§ From Thomas Wilson1
18 March 1812. Wishes to make a proposal “of considerable magnitude and importance but feels unwilling to hazard the chagrin of an unsuccessful overture unless it could be confidential.” Requests to be informed whether the proposal “would be held strictly confidential and returned to the undersigned in case it should be deemed in no wise to contain or imply anything improper but inexpedient to approve or accede to it.” Describes himself as “a private citizen” who is unknown to JM. Is confident that JM “is better qualified than any other person to decide upon the abstract merit of the proposition contemplated after which the undersigned may procure or not the vouchers of his own character as occasion may require.”

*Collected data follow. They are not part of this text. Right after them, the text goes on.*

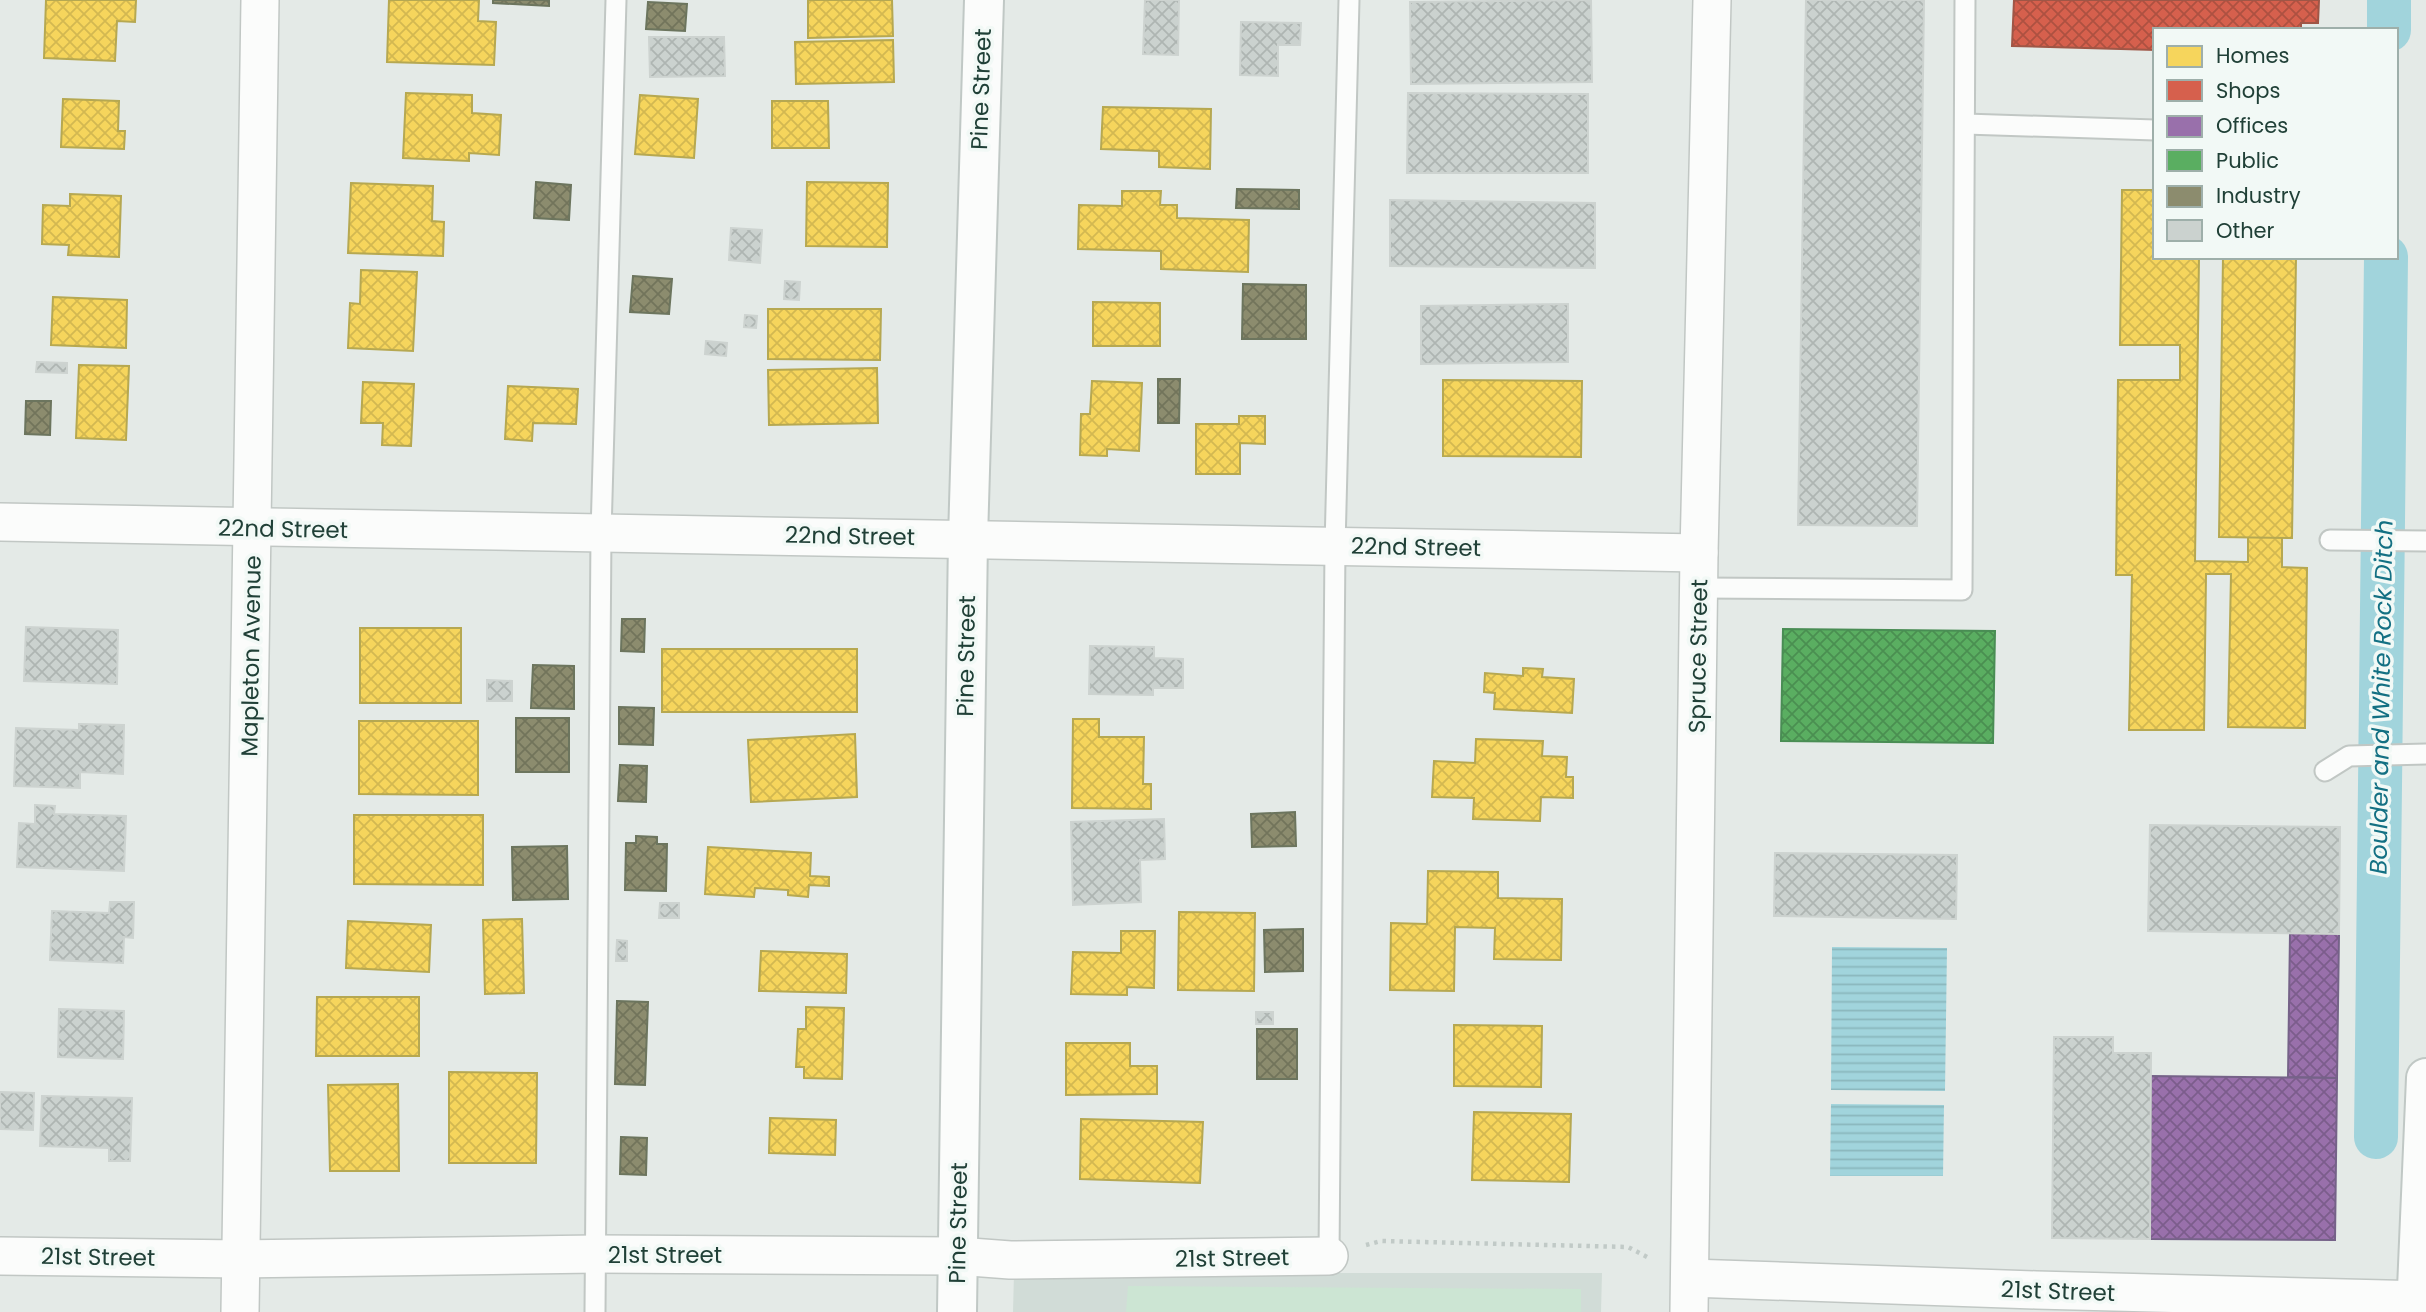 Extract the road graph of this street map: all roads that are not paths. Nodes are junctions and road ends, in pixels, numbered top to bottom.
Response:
1 (260, 0) edge
2 (616, 0) edge
3 (984, 0) edge
4 (1349, 0) edge
5 (1712, 0) edge
6 (1965, 0) edge
7 (1965, 124) junction
8 (2153, 130) edge
9 (0, 522) edge
10 (253, 528) junction
11 (601, 533) junction
12 (968, 538) junction
13 (2330, 540) dead end
14 (2426, 541) edge
15 (1335, 546) junction
16 (1699, 570) junction
17 (2426, 754) edge
18 (2325, 771) dead end
19 (2426, 1078) edge
20 (596, 1255) junction
21 (0, 1256) edge
22 (957, 1256) junction
23 (1329, 1256) joint
24 (242, 1259) junction
25 (1689, 1295) edge
26 (2036, 1301) edge
27 (2420, 1304) edge
28 (240, 1312) edge
29 (595, 1312) edge
30 (957, 1312) edge

1 - 10 street, Mapleton Avenue
2 - 11 lane
3 - 12 street, Pine Street
4 - 15 lane
5 - 16 street, Spruce Street
6 - 7 lane
7 - 8 lane
7 - 16 lane
9 - 10 street, 22nd Street
10 - 11 street, 22nd Street
10 - 24 street, Mapleton Avenue
11 - 12 street, 22nd Street
11 - 20 lane
12 - 15 street, 22nd Street
12 - 22 street, Pine Street
13 - 14 lane
15 - 16 street, 22nd Street
15 - 23 lane
16 - 25 street, Spruce Street
17 - 18 lane
19 - 27 street
20 - 22 street, 21st Street
20 - 24 street, 21st Street
20 - 29 lane
21 - 24 street, 21st Street
22 - 23 street, 21st Street
22 - 30 street, Pine Street
24 - 28 street, Mapleton Avenue
25 - 26 street, 21st Street
26 - 27 street, 21st Street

RC (DLC). 1 p. Docketed by JM. Addressed by Wilson from Rhodes Hotel.
1. Thomas Wilson (1772–1824) was a shipbuilder, contractor, and local official from Erie, Pennsylvania. He was to serve as a Republican representative in the Thirteenth and Fourteenth Congresses, 1813–17. It is not clear why he wished to meet with JM, but in March and April of 1812 he was corresponding with the War Department about the manufacture of cannonballs at Pittsburgh as well as endeavoring to obtain the settlement of some past claims on the government which he had laid before the House of Representatives (see Wilson to Eustis, 10 Mar. and 8 and 27 Apr. 1812 [DNA: RG 107, LRRS, W-54:6, W-88:6, W-115:6]; Annals of Congress description begins Debates and Proceedings in the Congress of the United States … (42 vols.; Washington, 1834–56). description ends , 12th Cong., 1st sess., 1048–49).